Un roman qui met en avant comme dans un Loup de Wall Street, des rois de la manipulation qui ne sont que des communicants, des lobbystes dans une fresque sur deux décennies sur l’industrie du tabac. Nous nous retrouvons donc dans une sorte de bal des vampires violent. Tout commence par ce braquage en 1986 au Havre, spectaculaire et minutieusement organisé. Un inspecteur de police qui va se casser les dents sur cette histoire et poursuivre inlassablement, pendant vingt ans, le chef d’orchestre et les commanditaires de ce braquage. Cela va devenir une obsession et cette traque conduira de Paris au Montenegro, des couloirs de Bruxelles au dédale des mafias de l’Est, des sociétés de conseil en marketing aux circuits de course automobile.

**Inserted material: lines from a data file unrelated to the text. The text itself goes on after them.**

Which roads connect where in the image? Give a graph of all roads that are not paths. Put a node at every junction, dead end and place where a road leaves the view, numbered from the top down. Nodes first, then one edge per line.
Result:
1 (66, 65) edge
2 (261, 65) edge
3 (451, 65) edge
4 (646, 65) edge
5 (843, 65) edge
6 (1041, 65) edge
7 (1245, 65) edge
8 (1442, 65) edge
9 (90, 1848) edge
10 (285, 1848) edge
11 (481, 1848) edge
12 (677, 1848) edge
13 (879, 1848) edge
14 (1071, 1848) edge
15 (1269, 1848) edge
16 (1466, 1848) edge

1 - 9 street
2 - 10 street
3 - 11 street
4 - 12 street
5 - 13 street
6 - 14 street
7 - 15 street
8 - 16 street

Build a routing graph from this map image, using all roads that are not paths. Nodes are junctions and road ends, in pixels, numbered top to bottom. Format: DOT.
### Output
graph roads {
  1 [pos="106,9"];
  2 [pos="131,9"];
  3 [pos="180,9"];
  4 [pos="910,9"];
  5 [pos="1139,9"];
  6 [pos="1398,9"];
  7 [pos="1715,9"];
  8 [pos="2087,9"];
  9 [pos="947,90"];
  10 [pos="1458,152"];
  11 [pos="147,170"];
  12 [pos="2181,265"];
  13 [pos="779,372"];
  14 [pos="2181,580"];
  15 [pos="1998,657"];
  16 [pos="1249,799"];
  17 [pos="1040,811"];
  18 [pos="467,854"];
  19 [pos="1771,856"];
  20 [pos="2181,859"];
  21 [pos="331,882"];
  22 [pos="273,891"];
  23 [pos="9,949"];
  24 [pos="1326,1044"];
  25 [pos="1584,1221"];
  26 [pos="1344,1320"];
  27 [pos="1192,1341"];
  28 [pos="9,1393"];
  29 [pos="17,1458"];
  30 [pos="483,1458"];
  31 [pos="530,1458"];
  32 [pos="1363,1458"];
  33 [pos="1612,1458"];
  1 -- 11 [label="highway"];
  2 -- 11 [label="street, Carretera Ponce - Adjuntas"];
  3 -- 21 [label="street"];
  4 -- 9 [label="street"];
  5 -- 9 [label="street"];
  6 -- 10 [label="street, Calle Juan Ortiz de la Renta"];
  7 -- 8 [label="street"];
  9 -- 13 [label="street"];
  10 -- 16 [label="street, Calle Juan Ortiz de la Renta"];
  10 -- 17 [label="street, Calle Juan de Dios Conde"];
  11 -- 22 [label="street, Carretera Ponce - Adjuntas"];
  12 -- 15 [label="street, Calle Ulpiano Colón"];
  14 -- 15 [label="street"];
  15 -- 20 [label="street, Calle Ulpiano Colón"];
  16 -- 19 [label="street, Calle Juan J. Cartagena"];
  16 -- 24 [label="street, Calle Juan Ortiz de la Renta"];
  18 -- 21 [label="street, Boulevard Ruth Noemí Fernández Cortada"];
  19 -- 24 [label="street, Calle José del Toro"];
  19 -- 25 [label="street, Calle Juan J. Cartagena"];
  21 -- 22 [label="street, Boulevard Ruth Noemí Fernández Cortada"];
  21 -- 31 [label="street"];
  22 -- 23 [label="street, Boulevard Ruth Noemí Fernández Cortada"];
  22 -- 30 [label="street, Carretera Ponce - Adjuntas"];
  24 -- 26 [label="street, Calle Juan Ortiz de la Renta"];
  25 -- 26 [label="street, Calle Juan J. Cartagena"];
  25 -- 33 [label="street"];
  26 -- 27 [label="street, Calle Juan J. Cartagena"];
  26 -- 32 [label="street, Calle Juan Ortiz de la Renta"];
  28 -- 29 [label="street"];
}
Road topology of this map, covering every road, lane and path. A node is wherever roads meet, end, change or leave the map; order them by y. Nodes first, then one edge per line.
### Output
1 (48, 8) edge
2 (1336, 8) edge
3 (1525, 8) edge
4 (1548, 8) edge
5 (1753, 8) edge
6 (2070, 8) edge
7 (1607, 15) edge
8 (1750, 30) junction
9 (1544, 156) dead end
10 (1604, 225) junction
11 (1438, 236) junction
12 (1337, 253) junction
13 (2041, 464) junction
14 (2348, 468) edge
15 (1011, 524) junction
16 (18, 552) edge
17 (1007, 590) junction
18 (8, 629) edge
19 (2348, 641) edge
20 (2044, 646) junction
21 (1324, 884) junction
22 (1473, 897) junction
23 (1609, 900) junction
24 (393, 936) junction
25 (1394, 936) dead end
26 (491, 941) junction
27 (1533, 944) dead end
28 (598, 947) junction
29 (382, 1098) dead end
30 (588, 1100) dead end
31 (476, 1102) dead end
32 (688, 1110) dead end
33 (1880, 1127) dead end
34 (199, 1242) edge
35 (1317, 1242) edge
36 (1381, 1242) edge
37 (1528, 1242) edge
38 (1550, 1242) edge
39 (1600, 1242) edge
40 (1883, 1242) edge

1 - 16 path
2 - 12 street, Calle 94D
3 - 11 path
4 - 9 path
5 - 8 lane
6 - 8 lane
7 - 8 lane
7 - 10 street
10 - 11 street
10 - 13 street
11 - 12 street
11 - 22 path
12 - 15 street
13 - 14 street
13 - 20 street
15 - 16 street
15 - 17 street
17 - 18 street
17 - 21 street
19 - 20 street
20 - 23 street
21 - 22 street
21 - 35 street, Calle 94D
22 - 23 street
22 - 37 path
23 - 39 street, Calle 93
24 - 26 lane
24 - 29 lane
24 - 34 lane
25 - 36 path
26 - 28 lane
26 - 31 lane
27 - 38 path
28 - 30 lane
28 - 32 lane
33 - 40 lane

Marin Ledun a choisi un style épuré, un rythme rapide, phrases au millimètre, dialogues acérés, il met en avant l’action, les gestes et les comportements que l’on constate dés les premières pages. Certain pourrons reconnaître des figures politiques et des personnalités dont ceux du banditismes.
Ça pourrait n’être que l’histoire d’un lobby, mais c’est plus que cela.
Le polar m’a rappelé des reportages sur Arte et lors desquels j’avais déjà été douchée, bouche et oreilles grandes ouvertes. Mais en version thriller c’est tout de même plus chouette.
On pense être au fait d’une bonne part de la fourberie des hommes, de leur soif d’argent et de notoriété, mais Marin Leduc, de par sa documentation poussée, dévoile quelques trucs intéressants. En tout cas, ils l’auront été pour moi.
Le thème de fond : le tabac tel qu’il a « vécu » fin XXe siècle.
Un nombre impressionnant de domaines sont impactés, infiltrés, foutus HS face au lobby du tabac et de ses additifs (auxquels je n’avais pas pensé). Plusieurs domaines sont concernés, de la pub à de la culture, de la santé au ministère de l’intérieur, des chercheurs au monde sportif, du cinéma à la prostitution, jusque tout en haut de l’échelle politique. Je mêle volontairement les thèmes car tout est enchevêtré.
Plusieurs de nos hommes politiques français sont cités, aussi bien négativement que positivement.
Les industriels, bien sous tout rapport, exploitent les addictions des humains et en arrivent, eux aussi, eux surtout, aux pires extrémités. Ils se fichent bien de la santé des hommes et des femmes auxquels ils font croire, à cette époque, que le tabac il est tout beau, tout mignon, voire même un plus pour leur image dans nombre de circonstances.
C’est souvent violent et sans concession.
Ah! j’oubliais deux secteurs : les sociétés écran telle que l’Européan G. Tobacco ainsi que les sociétés caritatives qui en prennent, toutes les deux, pour leur grade.
Vive les sponsors ! Vive le lobbying !
Les personnages sont attachants, pas forcément au sens premier du terme, mais plutôt par leur cynisme, leur hypocrisie, leur facette infantile (je pense à ce méchant qui découvre son plaisir lorsqu’il tient une arme dans sa main).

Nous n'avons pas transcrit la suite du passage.